- Opening Delimiter -

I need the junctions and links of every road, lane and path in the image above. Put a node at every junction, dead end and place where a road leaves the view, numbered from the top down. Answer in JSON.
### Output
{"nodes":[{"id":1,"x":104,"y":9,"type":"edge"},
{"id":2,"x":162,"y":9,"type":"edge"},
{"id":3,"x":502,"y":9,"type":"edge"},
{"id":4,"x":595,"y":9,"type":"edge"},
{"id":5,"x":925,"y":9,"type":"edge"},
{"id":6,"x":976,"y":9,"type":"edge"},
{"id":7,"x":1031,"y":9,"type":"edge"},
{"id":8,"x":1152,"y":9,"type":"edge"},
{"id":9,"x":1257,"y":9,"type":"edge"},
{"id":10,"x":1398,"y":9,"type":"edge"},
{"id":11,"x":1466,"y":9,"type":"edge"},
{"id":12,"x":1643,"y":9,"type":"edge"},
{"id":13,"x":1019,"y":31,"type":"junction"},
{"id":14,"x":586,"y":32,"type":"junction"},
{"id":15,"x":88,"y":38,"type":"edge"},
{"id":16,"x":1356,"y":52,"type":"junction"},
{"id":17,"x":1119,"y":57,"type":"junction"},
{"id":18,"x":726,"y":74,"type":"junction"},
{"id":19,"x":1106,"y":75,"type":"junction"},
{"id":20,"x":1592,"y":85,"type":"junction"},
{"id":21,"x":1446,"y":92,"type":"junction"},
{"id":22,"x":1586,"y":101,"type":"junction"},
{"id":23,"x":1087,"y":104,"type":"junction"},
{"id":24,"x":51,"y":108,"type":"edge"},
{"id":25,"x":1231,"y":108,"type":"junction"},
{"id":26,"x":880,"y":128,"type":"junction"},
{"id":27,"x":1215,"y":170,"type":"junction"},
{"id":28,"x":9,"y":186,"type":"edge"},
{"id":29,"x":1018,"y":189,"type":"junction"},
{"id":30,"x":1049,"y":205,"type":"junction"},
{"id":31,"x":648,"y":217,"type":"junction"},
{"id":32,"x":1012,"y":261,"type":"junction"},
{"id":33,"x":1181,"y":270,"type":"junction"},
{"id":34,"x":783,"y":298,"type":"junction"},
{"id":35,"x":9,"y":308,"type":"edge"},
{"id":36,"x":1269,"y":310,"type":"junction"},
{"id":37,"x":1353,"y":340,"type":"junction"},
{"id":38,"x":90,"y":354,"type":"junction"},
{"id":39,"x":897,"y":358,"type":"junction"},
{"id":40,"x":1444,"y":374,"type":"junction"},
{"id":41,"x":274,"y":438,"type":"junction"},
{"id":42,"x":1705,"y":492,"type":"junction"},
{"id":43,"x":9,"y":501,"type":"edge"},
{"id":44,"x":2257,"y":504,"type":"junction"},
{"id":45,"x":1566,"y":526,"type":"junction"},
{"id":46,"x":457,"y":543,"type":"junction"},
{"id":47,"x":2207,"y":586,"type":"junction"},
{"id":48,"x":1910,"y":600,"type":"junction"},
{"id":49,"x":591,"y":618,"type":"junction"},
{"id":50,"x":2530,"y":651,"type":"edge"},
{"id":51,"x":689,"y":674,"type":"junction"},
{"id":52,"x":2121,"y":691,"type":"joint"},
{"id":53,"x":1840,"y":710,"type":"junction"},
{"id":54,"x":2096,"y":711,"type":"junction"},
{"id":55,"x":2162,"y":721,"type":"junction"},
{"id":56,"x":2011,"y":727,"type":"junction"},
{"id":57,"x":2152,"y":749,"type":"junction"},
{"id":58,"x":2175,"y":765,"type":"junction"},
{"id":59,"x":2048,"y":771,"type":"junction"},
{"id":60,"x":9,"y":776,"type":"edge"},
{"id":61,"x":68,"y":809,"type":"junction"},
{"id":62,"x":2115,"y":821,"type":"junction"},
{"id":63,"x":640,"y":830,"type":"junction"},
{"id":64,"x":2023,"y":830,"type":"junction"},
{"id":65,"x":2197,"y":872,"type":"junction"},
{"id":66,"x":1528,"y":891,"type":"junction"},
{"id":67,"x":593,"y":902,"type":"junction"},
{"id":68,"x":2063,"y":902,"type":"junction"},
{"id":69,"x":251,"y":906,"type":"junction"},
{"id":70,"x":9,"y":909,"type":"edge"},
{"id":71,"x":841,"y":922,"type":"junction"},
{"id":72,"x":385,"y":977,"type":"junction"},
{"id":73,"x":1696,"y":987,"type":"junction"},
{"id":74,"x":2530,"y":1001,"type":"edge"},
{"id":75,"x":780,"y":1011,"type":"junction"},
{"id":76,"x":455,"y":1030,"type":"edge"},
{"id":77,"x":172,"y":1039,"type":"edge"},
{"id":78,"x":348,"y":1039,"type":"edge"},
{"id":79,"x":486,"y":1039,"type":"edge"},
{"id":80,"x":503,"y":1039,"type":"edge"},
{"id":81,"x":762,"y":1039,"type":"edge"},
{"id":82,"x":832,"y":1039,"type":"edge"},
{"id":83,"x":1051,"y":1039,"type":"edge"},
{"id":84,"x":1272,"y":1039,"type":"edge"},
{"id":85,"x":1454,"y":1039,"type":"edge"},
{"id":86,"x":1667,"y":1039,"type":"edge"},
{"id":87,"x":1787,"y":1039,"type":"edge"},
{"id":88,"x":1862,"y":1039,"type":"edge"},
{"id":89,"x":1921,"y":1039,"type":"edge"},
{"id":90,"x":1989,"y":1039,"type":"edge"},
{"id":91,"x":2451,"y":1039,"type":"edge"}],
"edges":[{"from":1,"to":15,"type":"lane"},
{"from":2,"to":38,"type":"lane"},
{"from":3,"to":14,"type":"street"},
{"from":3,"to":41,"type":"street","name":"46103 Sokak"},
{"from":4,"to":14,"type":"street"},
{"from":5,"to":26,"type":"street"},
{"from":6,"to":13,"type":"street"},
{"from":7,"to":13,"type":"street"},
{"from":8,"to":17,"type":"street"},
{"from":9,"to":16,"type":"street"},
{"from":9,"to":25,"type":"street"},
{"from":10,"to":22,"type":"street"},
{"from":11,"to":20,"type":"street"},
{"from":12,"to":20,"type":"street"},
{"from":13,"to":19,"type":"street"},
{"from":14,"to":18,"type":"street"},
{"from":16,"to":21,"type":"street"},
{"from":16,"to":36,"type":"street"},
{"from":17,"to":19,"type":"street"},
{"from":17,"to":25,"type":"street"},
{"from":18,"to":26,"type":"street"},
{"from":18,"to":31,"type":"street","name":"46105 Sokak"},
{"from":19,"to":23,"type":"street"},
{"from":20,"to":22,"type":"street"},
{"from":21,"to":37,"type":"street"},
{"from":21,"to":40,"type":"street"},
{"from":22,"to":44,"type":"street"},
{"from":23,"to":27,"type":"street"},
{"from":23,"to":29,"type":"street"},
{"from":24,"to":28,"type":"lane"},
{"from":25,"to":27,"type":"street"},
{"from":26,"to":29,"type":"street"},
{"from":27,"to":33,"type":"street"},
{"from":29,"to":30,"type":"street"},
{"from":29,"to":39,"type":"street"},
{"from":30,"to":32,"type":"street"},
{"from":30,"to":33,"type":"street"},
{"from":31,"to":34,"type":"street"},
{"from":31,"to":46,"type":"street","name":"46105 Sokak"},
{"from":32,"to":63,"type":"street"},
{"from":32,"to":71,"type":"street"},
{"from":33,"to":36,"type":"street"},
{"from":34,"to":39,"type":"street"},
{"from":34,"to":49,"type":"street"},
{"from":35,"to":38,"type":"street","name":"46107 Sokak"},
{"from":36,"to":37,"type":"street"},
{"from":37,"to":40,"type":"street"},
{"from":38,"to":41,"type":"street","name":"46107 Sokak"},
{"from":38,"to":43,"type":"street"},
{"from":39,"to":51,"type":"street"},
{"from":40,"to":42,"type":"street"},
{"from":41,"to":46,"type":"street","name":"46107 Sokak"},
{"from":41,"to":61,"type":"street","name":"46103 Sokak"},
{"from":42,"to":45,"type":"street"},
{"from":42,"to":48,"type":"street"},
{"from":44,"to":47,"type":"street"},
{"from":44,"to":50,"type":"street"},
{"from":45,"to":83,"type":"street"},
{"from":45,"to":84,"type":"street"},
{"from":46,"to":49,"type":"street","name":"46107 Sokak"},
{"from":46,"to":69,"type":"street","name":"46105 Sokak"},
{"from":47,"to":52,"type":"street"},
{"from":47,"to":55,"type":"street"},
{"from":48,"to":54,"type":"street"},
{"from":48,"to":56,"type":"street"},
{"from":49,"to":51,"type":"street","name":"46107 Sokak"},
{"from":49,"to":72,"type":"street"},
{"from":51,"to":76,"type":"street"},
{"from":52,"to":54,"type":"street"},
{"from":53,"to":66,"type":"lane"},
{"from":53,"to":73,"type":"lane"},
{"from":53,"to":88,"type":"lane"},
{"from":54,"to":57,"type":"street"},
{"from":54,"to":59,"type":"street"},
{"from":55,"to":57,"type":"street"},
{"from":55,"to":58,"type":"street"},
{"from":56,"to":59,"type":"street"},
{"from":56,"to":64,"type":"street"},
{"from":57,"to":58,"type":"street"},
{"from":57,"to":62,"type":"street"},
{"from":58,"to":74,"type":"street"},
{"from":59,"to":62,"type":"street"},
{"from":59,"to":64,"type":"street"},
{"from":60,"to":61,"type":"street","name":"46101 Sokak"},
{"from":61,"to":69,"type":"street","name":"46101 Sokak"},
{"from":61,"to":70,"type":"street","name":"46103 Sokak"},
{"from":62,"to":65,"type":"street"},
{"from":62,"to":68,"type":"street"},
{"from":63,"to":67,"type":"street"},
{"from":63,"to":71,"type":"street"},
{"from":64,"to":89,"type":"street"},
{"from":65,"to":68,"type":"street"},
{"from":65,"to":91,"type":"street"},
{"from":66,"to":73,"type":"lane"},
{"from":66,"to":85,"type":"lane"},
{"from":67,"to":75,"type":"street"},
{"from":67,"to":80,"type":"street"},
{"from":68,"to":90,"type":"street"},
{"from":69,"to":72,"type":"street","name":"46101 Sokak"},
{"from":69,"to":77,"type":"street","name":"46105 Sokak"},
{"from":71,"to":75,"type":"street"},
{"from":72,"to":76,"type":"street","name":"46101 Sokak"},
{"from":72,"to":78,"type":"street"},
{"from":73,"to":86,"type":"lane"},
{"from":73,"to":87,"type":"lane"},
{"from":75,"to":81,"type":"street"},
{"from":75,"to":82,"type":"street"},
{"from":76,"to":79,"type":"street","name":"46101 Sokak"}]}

- Closing Delimiter -

Say how many of the lines above include the string "lane", and give no other words.

11